Howie Kendrick is atop the list of players returning from injury in 2018, and we really don’t know yet what kind of shape the veteran second baseman/left fielder is in after rupturing his Achilles tendon last May. Kendrick was optimistic about his progress two months ago when he appeared at Winterfest, but he still had a lot of hurdles to cross. The Nationals will watch him closely this spring, but they aren’t 100 percent sure yet he’ll be ready for opening day.

Nobody else is returning from an injury as severe as that one, but several others do need to show this spring that the ailments they dealt with last year are long gone. Adam Eaton needs to prove his surgically repaired knee and ankle are finally 100 percent. Sean Doolittle needs to prove his foot injury is no longer an issue. Newcomer Trevor Rosenthal will be making his first game appearances since having Tommy John surgery late in the 2017 season. Stephen Strasburg wants to show he still has the upper-90s velocity that disappeared last September after he returned from his neck and shoulder injury.

There aren’t a lot of position battles to watch this spring, but the center field job absolutely bears watching. If Harper signs elsewhere - and probably even if he returns to D.C. - the Nationals intend to give top prospect Victor Robles an opportunity to win the starting job in center field.

This has been a long time coming, and though Robles’ ascension was stalled a bit by an elbow injury and his name recognition diminished a bit by Juan Soto’s stunning emergence, there’s every reason to get excited about the possibility. Robles is an all-around stud who hits for power and average, runs the bases like a madman and tracks down everything in the outfield. The Nats want him to prove he’s ready for the job. If he’s not, Michael A. Taylor remains Plan B.

The Nationals took comfort each of the last four seasons knowing at least four-fifths of their rotation was set in stone: Max Scherzer as ace, Strasburg as No. 2, Gio Gonzalez as No. 3, Tanner Roark as No. 4. Only the first two remain in the organization after Gonzalez was traded to the Brewers in August (he’s still an unsigned free agent) and Roark was traded to the Reds in December.

In their place are $140 million prize acquisition Patrick Corbin and veteran right-hander Aníbal Sánchez, who resurrected his career last season in Atlanta.

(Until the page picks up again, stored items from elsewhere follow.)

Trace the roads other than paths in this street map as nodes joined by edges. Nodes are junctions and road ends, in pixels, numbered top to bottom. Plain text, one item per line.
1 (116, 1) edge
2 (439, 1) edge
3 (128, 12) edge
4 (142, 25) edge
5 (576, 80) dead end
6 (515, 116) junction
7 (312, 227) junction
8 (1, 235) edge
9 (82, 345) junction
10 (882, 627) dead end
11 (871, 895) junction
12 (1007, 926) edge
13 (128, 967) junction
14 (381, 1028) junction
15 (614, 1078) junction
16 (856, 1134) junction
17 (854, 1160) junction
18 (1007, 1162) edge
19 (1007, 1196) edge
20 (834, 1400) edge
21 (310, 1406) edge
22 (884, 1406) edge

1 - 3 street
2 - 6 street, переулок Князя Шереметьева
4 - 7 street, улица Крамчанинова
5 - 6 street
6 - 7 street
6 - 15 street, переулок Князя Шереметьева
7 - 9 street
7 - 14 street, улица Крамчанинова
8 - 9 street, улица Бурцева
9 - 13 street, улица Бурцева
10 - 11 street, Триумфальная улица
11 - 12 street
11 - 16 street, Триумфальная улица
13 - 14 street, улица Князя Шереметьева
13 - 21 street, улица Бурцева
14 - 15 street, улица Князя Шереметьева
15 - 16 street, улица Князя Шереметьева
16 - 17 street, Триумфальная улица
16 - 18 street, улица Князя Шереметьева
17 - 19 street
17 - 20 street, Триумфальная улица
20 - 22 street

Are those two clear upgrades over the guys they’re replacing? Probably in performance, but the key will be their ability to stay healthy. Say what you want about Gonzalez and Roark, but each was guaranteed to make 30-plus starts, never needing the disabled list. Can Corbin and Sánchez do the same?

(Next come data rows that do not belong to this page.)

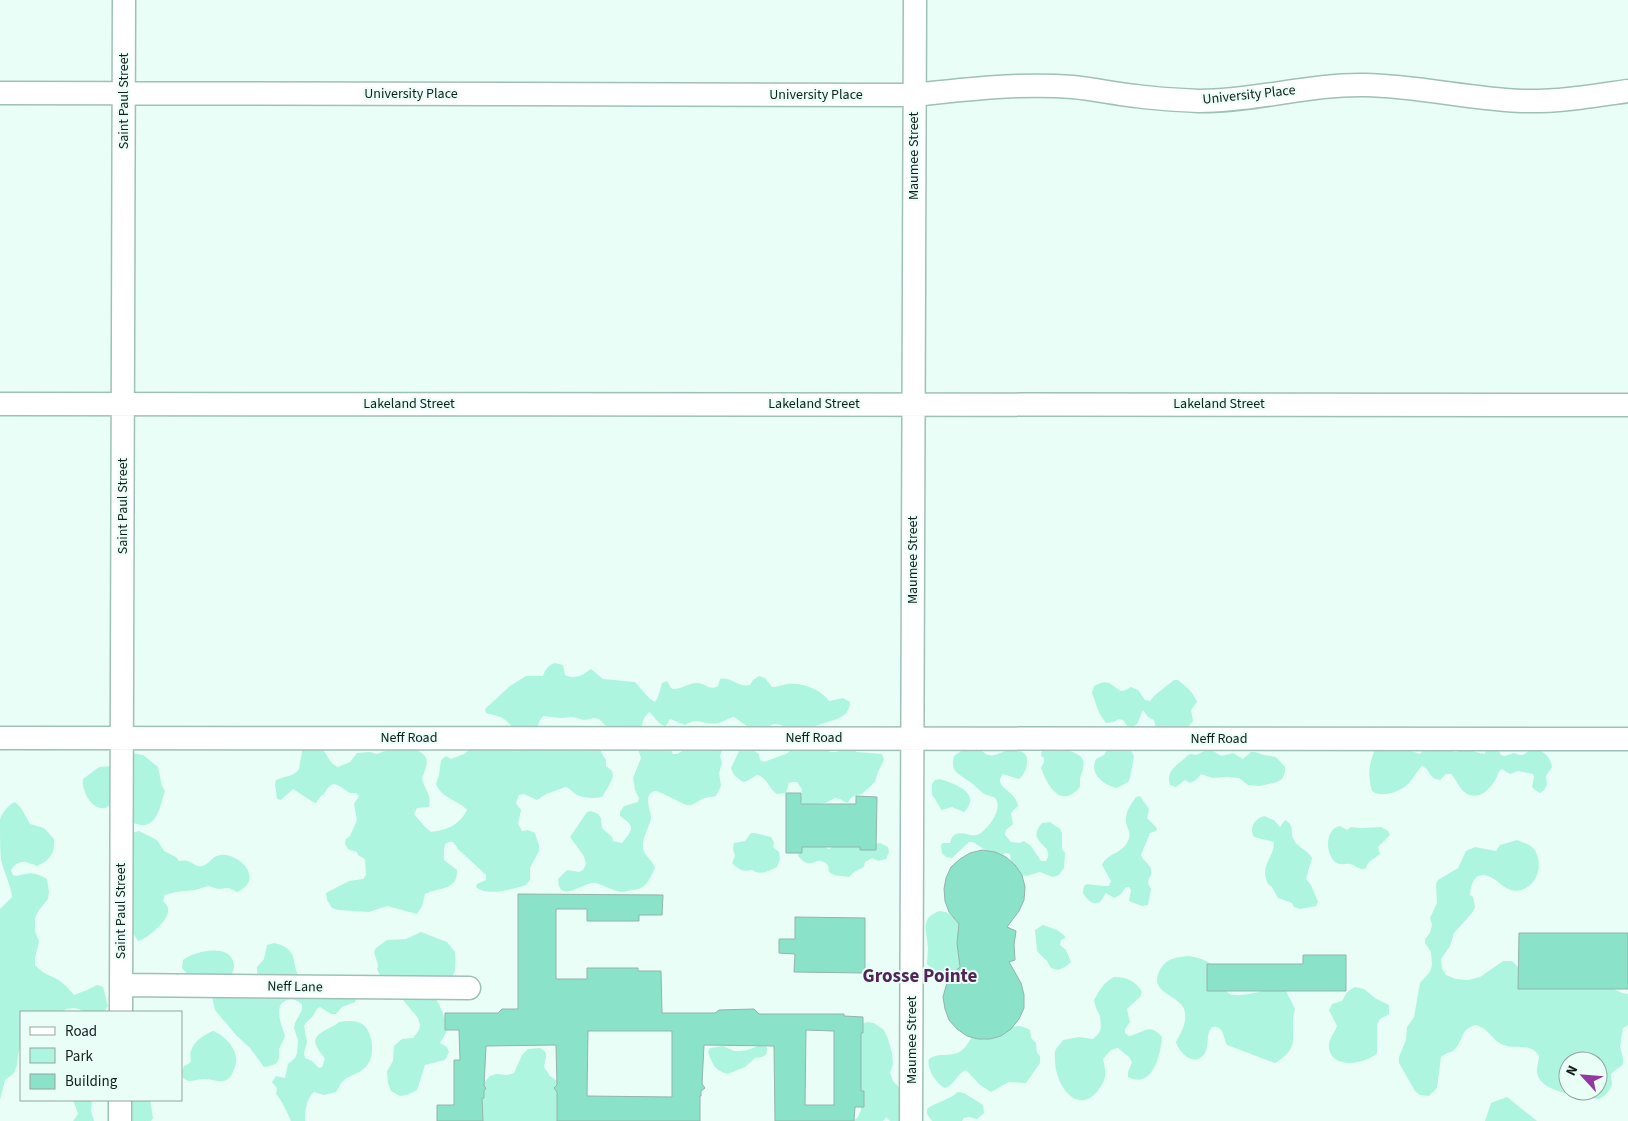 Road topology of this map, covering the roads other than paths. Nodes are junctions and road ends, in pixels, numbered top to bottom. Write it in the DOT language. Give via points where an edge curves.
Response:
graph roads {
  1 [pos="124,0"];
  2 [pos="915,0"];
  3 [pos="1628,91"];
  4 [pos="0,93"];
  5 [pos="124,94"];
  6 [pos="915,95"];
  7 [pos="0,404"];
  8 [pos="123,404"];
  9 [pos="913,404"];
  10 [pos="1628,405"];
  11 [pos="0,738"];
  12 [pos="122,738"];
  13 [pos="912,738"];
  14 [pos="1628,739"];
  15 [pos="121,985"];
  16 [pos="469,988"];
  17 [pos="121,1011"];
  18 [pos="120,1101"];
  19 [pos="120,1121"];
  20 [pos="911,1121"];
  1 -- 5 [label="street, Saint Paul Street"];
  2 -- 6 [label="street, Maumee Street"];
  3 -- 6 [label="street, University Place" via="1575,99 1524,101 1401,86 1363,85 1201,101 1138,97 1074,87 988,87"];
  4 -- 5 [label="street, University Place"];
  5 -- 6 [label="street, University Place"];
  5 -- 8 [label="street, Saint Paul Street"];
  6 -- 9 [label="street, Maumee Street"];
  7 -- 8 [label="street, Lakeland Street"];
  8 -- 9 [label="street, Lakeland Street"];
  8 -- 12 [label="street, Saint Paul Street"];
  9 -- 10 [label="street, Lakeland Street"];
  9 -- 13 [label="street, Maumee Street"];
  11 -- 12 [label="street, Neff Road"];
  12 -- 13 [label="street, Neff Road"];
  12 -- 15 [label="street, Saint Paul Street"];
  13 -- 14 [label="street, Neff Road"];
  13 -- 20 [label="street, Maumee Street"];
  15 -- 16 [label="street, Neff Lane"];
  15 -- 17 [label="street, Saint Paul Street"];
  18 -- 19 [label="street"];
}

The fifth spot in the rotation, meanwhile, looked like a spring battle between Joe Ross and Erick Fedde, but then the Nationals re-signed Jeremy Hellickson last week. Ross and Fedde will still get an opportunity to compete this spring, but barring injury or disastrous performance Hellickson will get the nod when the season begins.

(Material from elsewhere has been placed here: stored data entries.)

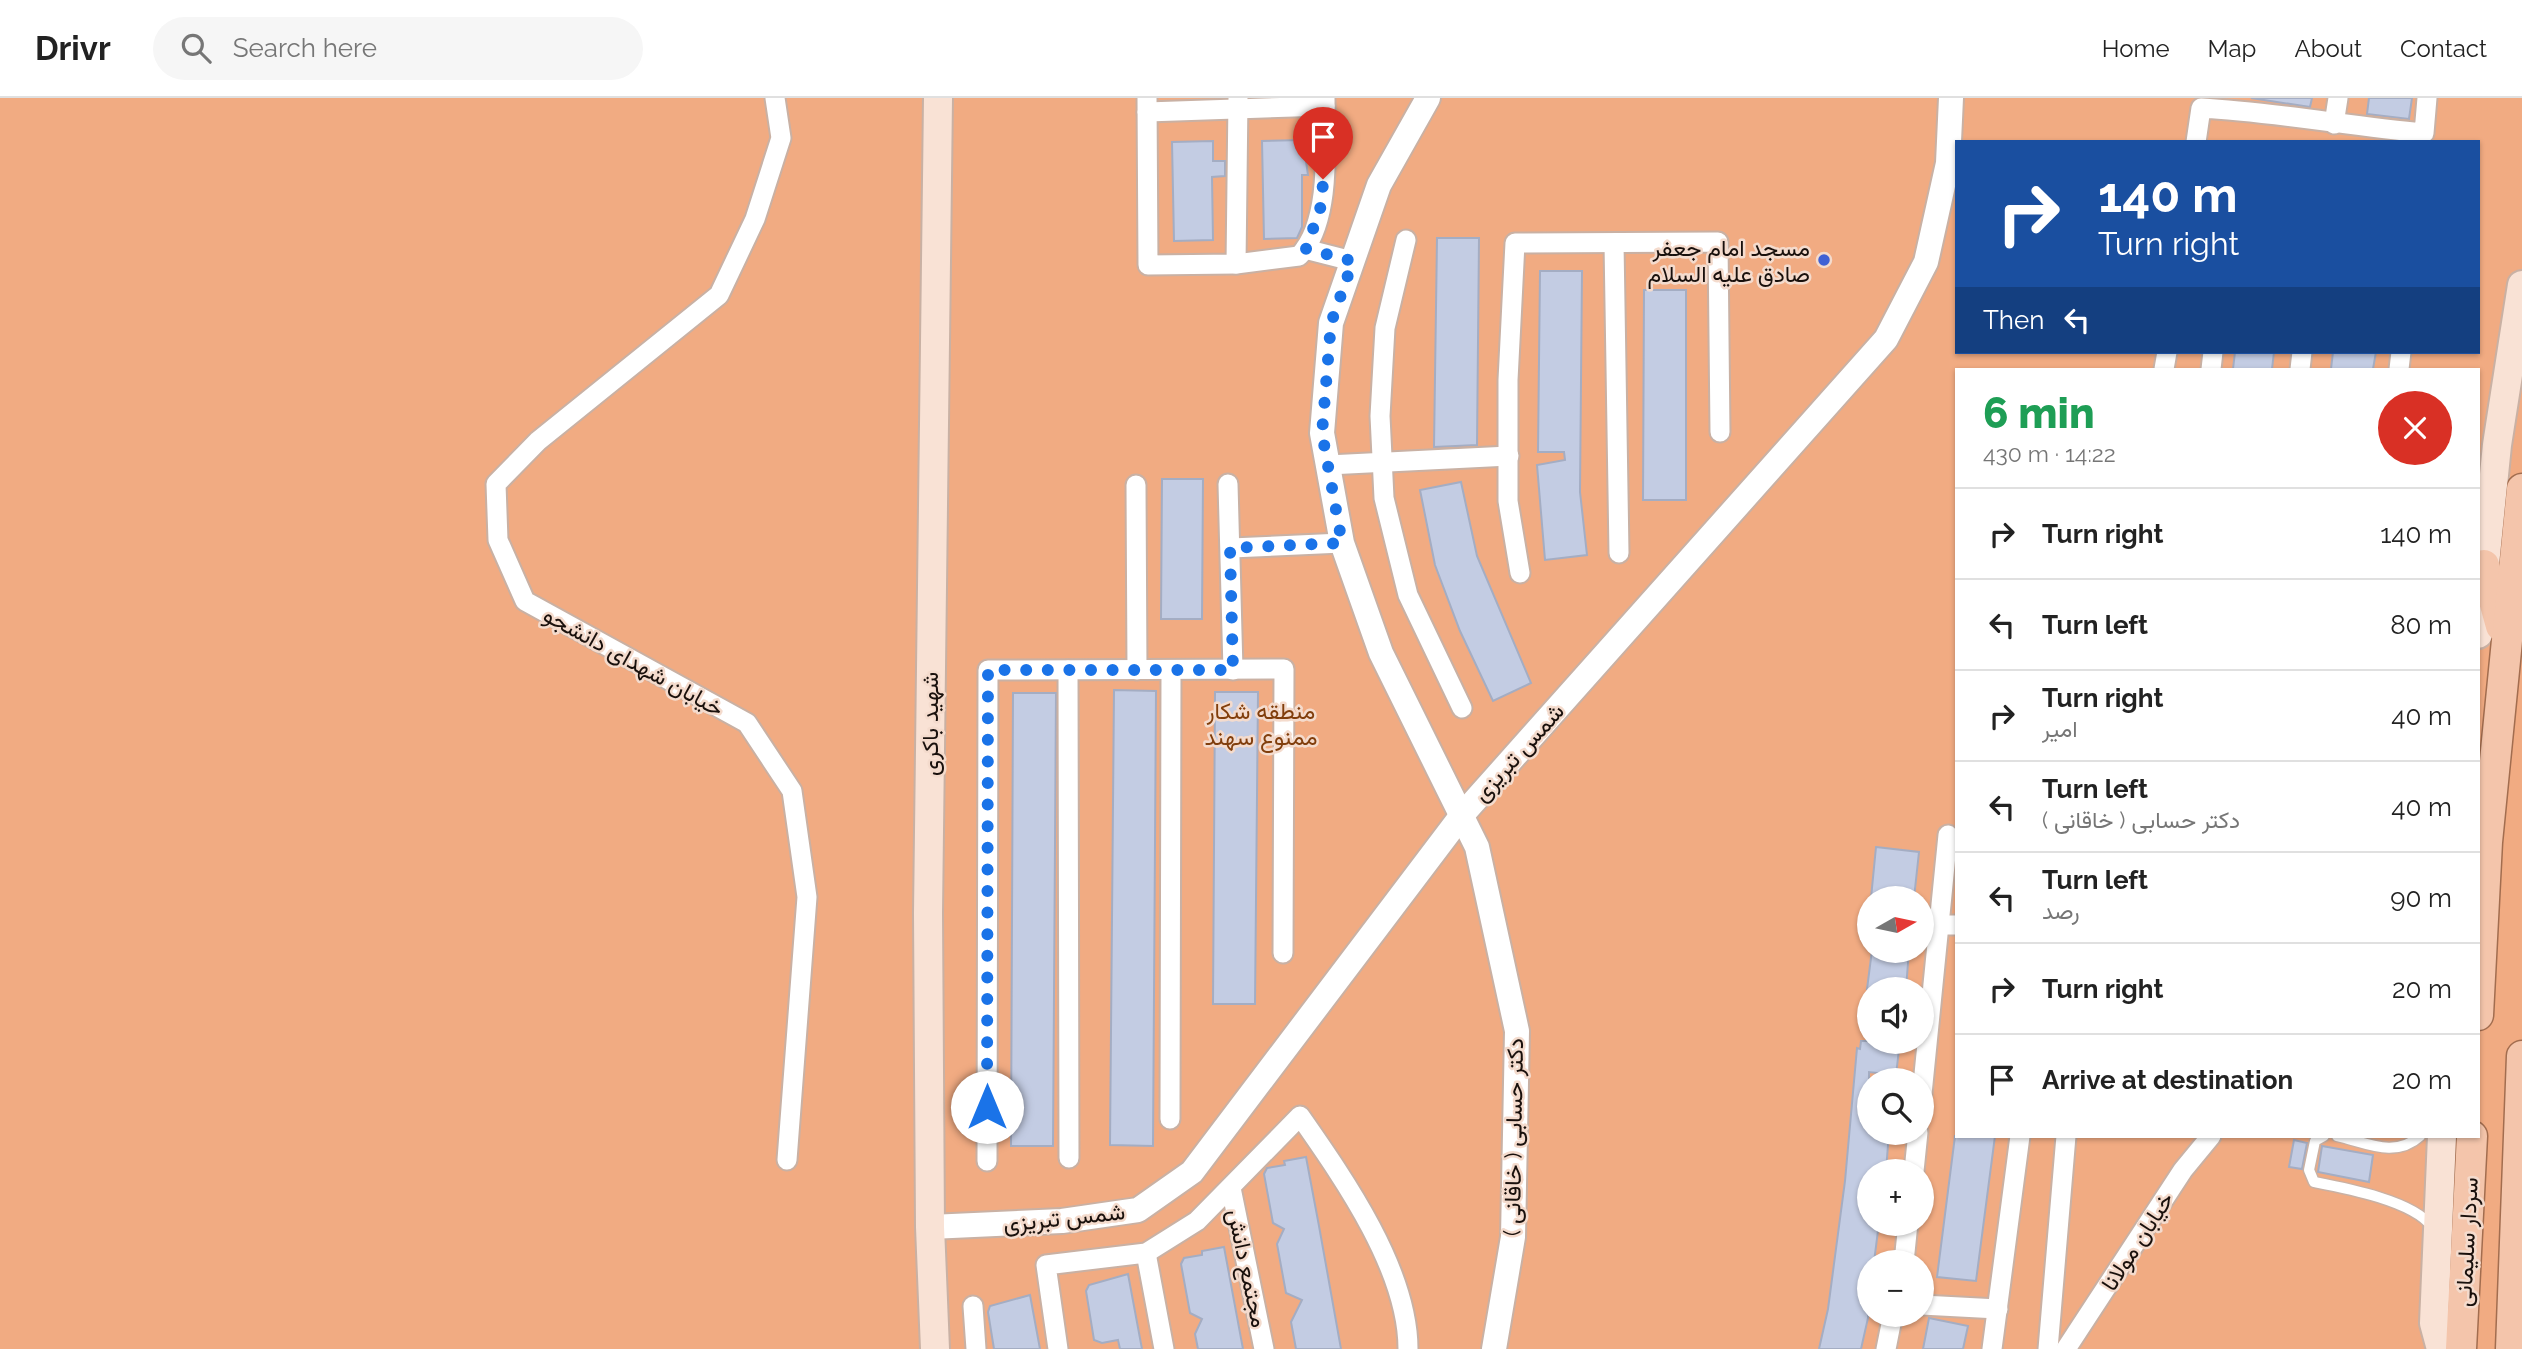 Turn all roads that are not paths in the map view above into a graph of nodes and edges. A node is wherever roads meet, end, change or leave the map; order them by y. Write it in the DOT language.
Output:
graph roads {
  1 [pos="775,98"];
  2 [pos="938,98"];
  3 [pos="1428,98"];
  4 [pos="1951,98"];
  5 [pos="2338,98"];
  6 [pos="2427,98"];
  7 [pos="1325,102"];
  8 [pos="2239,104"];
  9 [pos="1147,105"];
  10 [pos="1238,105"];
  11 [pos="2334,124"];
  12 [pos="2196,140"];
  13 [pos="1406,240"];
  14 [pos="1614,243"];
  15 [pos="1306,249"];
  16 [pos="1353,261"];
  17 [pos="1236,264"];
  18 [pos="2522,285"];
  19 [pos="1720,432"];
  20 [pos="1509,456"];
  21 [pos="1383,462"];
  22 [pos="1328,465"];
  23 [pos="1228,484"];
  24 [pos="1136,485"];
  25 [pos="2522,489"];
  26 [pos="1342,543"];
  27 [pos="1230,548"];
  28 [pos="1619,553"];
  29 [pos="2484,565"];
  30 [pos="1520,573"];
  31 [pos="2492,637"];
  32 [pos="1068,670"];
  33 [pos="1137,670"];
  34 [pos="1171,670"];
  35 [pos="1233,670"];
  36 [pos="2480,700"];
  37 [pos="1462,708"];
  38 [pos="1462,815"];
  39 [pos="1948,835"];
  40 [pos="1948,925"];
  41 [pos="1283,953"];
  42 [pos="2480,977"];
  43 [pos="2522,1056"];
  44 [pos="1926,1068"];
  45 [pos="1170,1119"];
  46 [pos="2020,1138"];
  47 [pos="2066,1138"];
  48 [pos="2209,1138"];
  49 [pos="2320,1138"];
  50 [pos="2344,1138"];
  51 [pos="2418,1138"];
  52 [pos="2442,1138"];
  53 [pos="2472,1138"];
  54 [pos="1069,1158"];
  55 [pos="787,1160"];
  56 [pos="987,1161"];
  57 [pos="1231,1188"];
  58 [pos="930,1227"];
  59 [pos="2438,1236"];
  60 [pos="1146,1253"];
  61 [pos="973,1306"];
  62 [pos="1934,1306"];
  63 [pos="1998,1309"];
  64 [pos="1891,1327"];
  65 [pos="935,1349"];
  66 [pos="976,1349"];
  67 [pos="1058,1349"];
  68 [pos="1164,1349"];
  69 [pos="1264,1349"];
  70 [pos="1408,1349"];
  71 [pos="1494,1349"];
  72 [pos="1886,1349"];
  73 [pos="1992,1349"];
  74 [pos="2048,1349"];
  75 [pos="2066,1349"];
  76 [pos="2441,1349"];
  77 [pos="2461,1349"];
  78 [pos="2511,1349"];
  1 -- 55 [label="street, خیابان شهدای دانشجو"];
  2 -- 58 [label="main road, شهید باکری"];
  3 -- 16 [label="street, دکتر حسابی ( خاقانی )"];
  4 -- 38 [label="street, شمس تبریزی"];
  5 -- 11 [label="street"];
  6 -- 11 [label="street"];
  7 -- 10 [label="street"];
  7 -- 15 [label="street"];
  8 -- 11 [label="street"];
  8 -- 12 [label="street"];
  9 -- 10 [label="street"];
  9 -- 17 [label="street"];
  10 -- 17 [label="street"];
  13 -- 21 [label="street"];
  14 -- 19 [label="street"];
  14 -- 20 [label="street"];
  14 -- 28 [label="street"];
  15 -- 16 [label="street"];
  15 -- 17 [label="street"];
  16 -- 22 [label="street, دکتر حسابی ( خاقانی )"];
  18 -- 29 [label="main road"];
  20 -- 21 [label="street"];
  20 -- 30 [label="street"];
  21 -- 22 [label="street"];
  21 -- 37 [label="street"];
  22 -- 26 [label="street, دکتر حسابی ( خاقانی )"];
  23 -- 27 [label="street"];
  24 -- 33 [label="street"];
  25 -- 31 [label="main road"];
  26 -- 27 [label="street"];
  26 -- 38 [label="street, دکتر حسابی ( خاقانی )"];
  27 -- 35 [label="street"];
  29 -- 31 [label="main road"];
  31 -- 36 [label="main road"];
  31 -- 42 [label="main road"];
  32 -- 33 [label="street"];
  32 -- 54 [label="street"];
  32 -- 56 [label="street"];
  33 -- 34 [label="street"];
  34 -- 35 [label="street"];
  34 -- 45 [label="street"];
  35 -- 41 [label="street"];
  38 -- 58 [label="street, شمس تبریزی"];
  38 -- 71 [label="street, دکتر حسابی ( خاقانی )"];
  39 -- 40 [label="street"];
  40 -- 44 [label="street"];
  43 -- 78 [label="main road, سردار سلیمانی"];
  46 -- 63 [label="street"];
  47 -- 74 [label="street"];
  48 -- 75 [label="street, خیابان مولانا"];
  49 -- 59 [label="lane"];
  50 -- 51 [label="lane"];
  52 -- 59 [label="main road"];
  53 -- 77 [label="main road, سردار سلیمانی"];
  57 -- 60 [label="street"];
  57 -- 69 [label="street, مجتمع دانش"];
  57 -- 70 [label="street"];
  58 -- 65 [label="main road, شهید باکری"];
  59 -- 76 [label="main road"];
  60 -- 67 [label="street"];
  60 -- 68 [label="street"];
  61 -- 66 [label="street"];
  62 -- 63 [label="street"];
  63 -- 73 [label="street"];
  64 -- 72 [label="street"];
}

Davey Martinez says things are going to be different this spring. (Insert your best camel joke here.) After sitting back and letting his veterans dictate things last year as a rookie manager, Martinez intends to be more hands-on this time. He plans to spend more time drilling defense and baserunning into players’ minds, perhaps at the expense of batting practice.

Does that mean no more fun at camp? Not necessarily. Maybe Martinez will leave the camels behind this spring, but he does genuinely believe in the idea of keeping things loose. So don’t be surprised if there are some, er, unconventional stories coming out of West Palm Beach again.

Sorry, I’ve long since stopped trying to predict how this strange saga is finally going to end. Just rest assured it’s going to end. Soon. It has to. Right?